Although cultures remain anchored in their national contexts, it is increasingly
hard to believe that the traditional concepts of identity, people and nation are
inviolable. Our societies have never experienced such a widespread break with traditions
that have grown up over centuries.
But we must ask ourselves whether modern trends usually presented as possible threats
to these traditions, including that of the nation-state, might not turn out to be
fertile soil for culture, i.e. favourable to the coexistence of diversity. They might
help to avoid the two pitfalls of ordered cohesion and artificial uniformity.
The first arises from the hegemonic identity model being based on a single, total,
dominant, integrating culture. It was seen as something fixed and immutable. It was
brandished as a weapon, and we are only now beginning to measure its impact. The
twentieth century saw the most sophisticated cultures give in to barbarism. It took
us a long time to realize that racism flourishes where cultural identity is regarded
as an absolute. Cultures based on exclusion inevitably lead to the exclusion of all
culture. That is why the concept of cultural identity as we have known it since the
beginning of globalization is out of date.
But culture must not free itself from national identity by surrendering to the might
of globalization and privatization. Emerging post-national identities have not yet
shown their capacity to withstand inequality, injustice, exclusion and violence.
To subordinate culture to criteria developed in the laboratories of the dominant
ideology, which make a cult of the ups and downs of the stock market, the uncertainties
of supply and demand, the snares of functionality and urgency, is to cut off its
vital supply of social oxygen and to replace creative tension with the stress of
the marketplace.
Two big dangers loom ahead. The first is the current tendency to relegate culture
to the status of a superfluous product, whereas cultural perception could well become
for information societies what scientific knowledge has been for industrial societies.
It is too often forgotten that repairing social divisions means having to pay a cultural
cost. Investing in culture is also investing in society. The second danger is that
of “electronic fundamentalism”. Cultural factories and supermarkets spread a culture
that is so technology-oriented that it could be described as dehumanized.

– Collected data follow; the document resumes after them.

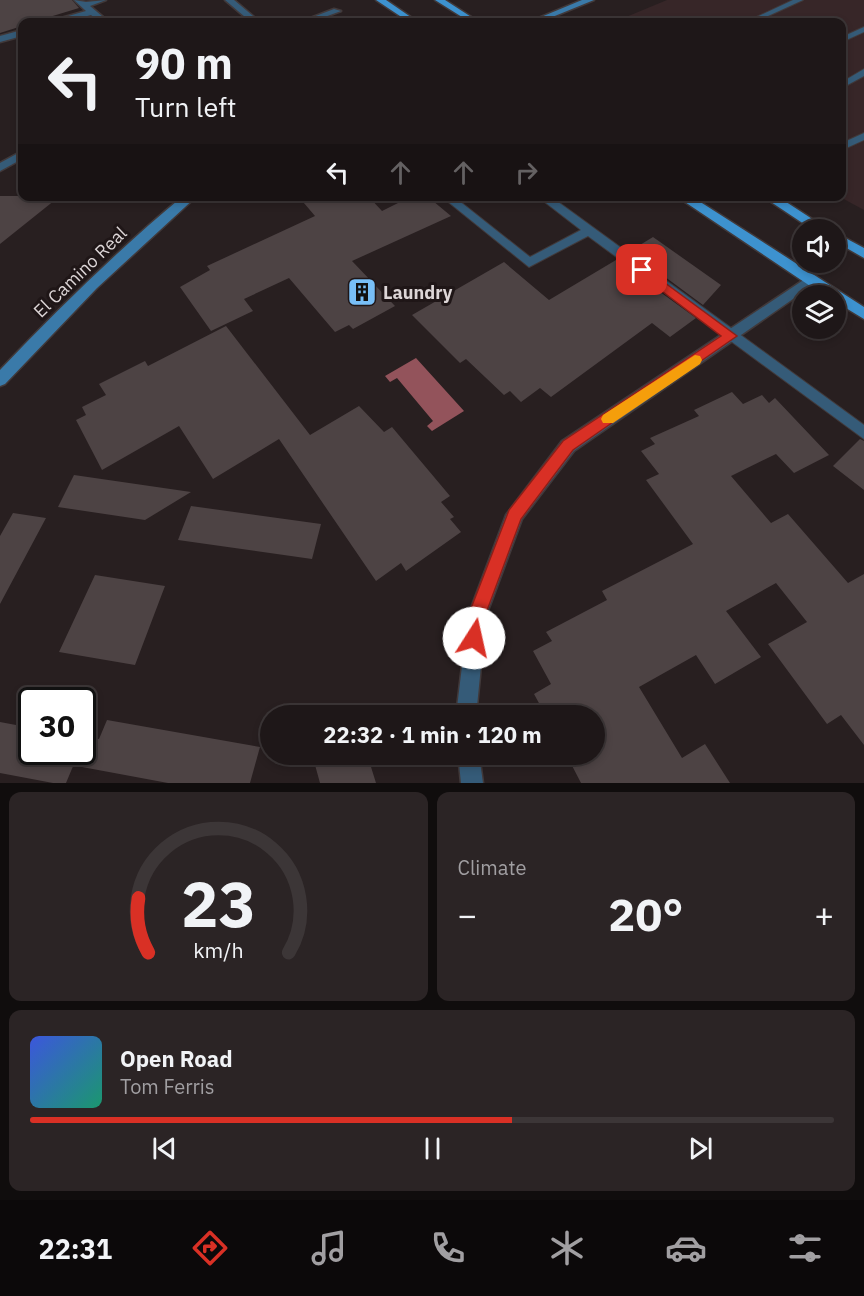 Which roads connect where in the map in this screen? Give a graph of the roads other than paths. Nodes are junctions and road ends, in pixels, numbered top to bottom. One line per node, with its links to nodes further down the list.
1 (102, 0): 7 (street)
2 (229, 0): 11 (street)
3 (380, 0): 13 (main road)
4 (439, 0): 14 (main road)
5 (590, 0): 15 (main road)
6 (800, 0): 16 (lane)
7 (84, 6): 9 (street); 10 (street)
8 (337, 11): 12 (street)
9 (64, 18)
10 (100, 18)
11 (251, 18)
12 (316, 18)
13 (408, 18)
14 (468, 18)
15 (543, 18)
16 (759, 18)
17 (864, 29): 19 (lane)
18 (18, 34): 20 (street)
19 (846, 38)
20 (0, 39)
21 (864, 72): 22 (lane)
22 (846, 83)
23 (864, 136): 24 (lane)
24 (846, 145)
25 (5, 160): 26 (street)
26 (0, 168)
27 (185, 201): 39 (main road, El Camino Real)
28 (452, 201): 33 (lane)
29 (549, 201): 33 (lane)
30 (690, 201): 36 (main road)
31 (776, 201): 32 (main road)
32 (805, 219)
33 (588, 231): 38 (lane)
34 (846, 243): 35 (main road)
35 (864, 254)
36 (812, 280): 37 (main road); 38 (street)
37 (864, 314)
38 (730, 336): 40 (lane); 41 (street)
39 (0, 380)
40 (864, 433)
41 (467, 705)
42 (470, 765): 43 (street)
43 (472, 783)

But how can culture be “technologized” to the point where it is just a collection
of cultural clones, and still claim to be culture? A cloned culture is an aborted
culture, because when a culture ceases to be interdependent, it ceases to be a culture.
Interaction is the hallmark of culture. And interaction leads to hybridity, not cloning.

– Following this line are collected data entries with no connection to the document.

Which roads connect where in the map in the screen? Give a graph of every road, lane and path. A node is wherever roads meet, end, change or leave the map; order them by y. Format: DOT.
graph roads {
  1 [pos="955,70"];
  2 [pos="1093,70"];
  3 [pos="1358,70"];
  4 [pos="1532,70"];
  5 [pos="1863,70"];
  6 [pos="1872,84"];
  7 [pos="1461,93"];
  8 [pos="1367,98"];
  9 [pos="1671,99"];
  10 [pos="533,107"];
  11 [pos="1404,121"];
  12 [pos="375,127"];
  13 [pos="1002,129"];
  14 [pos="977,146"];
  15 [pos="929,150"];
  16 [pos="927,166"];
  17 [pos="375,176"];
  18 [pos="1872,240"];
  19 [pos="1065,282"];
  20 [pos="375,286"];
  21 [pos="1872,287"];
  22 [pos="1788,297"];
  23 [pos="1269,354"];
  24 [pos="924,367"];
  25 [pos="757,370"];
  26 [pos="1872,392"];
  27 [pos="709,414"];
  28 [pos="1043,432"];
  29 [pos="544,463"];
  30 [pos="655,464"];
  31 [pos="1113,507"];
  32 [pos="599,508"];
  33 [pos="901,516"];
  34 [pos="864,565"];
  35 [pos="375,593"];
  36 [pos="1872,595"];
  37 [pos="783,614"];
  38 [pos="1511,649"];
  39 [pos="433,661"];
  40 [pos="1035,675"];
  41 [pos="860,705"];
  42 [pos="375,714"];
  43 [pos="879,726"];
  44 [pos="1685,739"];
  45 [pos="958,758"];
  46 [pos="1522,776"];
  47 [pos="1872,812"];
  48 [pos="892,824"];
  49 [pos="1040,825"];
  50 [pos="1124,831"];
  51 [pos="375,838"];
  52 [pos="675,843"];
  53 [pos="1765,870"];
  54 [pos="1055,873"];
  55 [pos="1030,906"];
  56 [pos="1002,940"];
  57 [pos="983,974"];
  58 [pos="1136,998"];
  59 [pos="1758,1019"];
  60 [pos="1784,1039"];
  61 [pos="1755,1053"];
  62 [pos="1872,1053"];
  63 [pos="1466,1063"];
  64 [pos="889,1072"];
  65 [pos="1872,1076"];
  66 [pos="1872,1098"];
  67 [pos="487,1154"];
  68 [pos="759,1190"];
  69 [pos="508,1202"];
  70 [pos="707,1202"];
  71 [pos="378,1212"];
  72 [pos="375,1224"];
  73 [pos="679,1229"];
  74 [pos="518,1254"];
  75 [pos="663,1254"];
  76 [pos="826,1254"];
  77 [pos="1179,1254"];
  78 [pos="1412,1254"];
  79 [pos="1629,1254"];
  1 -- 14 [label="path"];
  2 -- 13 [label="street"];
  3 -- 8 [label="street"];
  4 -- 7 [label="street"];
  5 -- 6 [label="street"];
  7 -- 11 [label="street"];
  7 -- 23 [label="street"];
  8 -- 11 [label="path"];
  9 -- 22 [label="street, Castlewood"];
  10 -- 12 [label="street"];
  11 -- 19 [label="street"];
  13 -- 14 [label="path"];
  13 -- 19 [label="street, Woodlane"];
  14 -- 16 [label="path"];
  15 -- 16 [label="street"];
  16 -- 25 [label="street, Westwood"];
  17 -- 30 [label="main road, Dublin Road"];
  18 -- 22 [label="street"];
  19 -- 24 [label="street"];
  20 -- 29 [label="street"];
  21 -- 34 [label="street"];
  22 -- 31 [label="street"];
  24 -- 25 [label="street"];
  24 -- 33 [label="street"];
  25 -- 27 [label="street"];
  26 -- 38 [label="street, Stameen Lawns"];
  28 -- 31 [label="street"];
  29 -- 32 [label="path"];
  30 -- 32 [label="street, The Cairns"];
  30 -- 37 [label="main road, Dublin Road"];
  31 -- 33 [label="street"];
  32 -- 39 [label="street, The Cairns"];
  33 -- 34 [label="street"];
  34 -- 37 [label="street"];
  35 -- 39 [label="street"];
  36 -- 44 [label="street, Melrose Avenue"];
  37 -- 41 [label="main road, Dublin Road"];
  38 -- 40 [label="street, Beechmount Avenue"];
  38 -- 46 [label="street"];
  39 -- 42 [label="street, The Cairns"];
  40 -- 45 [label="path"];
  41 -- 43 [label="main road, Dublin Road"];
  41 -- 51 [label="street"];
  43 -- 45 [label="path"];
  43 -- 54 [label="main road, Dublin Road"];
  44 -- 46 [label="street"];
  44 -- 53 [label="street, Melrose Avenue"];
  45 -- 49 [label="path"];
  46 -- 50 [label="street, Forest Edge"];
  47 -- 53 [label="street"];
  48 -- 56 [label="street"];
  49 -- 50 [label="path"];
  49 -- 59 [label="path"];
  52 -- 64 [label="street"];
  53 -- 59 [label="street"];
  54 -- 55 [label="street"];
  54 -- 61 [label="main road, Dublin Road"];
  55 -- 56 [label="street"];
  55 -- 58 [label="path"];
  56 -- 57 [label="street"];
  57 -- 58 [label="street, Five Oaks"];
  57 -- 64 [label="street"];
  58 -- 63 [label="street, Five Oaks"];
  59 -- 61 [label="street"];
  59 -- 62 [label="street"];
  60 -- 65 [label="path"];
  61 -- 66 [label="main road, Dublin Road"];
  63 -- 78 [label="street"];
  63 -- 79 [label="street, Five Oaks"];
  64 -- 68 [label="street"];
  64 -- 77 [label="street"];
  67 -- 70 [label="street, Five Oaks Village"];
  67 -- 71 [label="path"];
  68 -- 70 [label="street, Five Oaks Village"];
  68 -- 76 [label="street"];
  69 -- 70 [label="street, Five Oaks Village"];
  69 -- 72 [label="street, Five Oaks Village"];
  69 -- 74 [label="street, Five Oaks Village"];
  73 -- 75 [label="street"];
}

With cloning, the one is an exact copy of the other. With hybridity, the one and
the other give birth to a new entity which is different but also naturally retains
the identity of its origins. Wherever it has occurred, cultural hybridity has sustained
roots and forged new solidarities, which may be an antidote to exclusion.
To paraphrase André Malraux, I would say that the third millennium will be
one of hybridity or it will not be.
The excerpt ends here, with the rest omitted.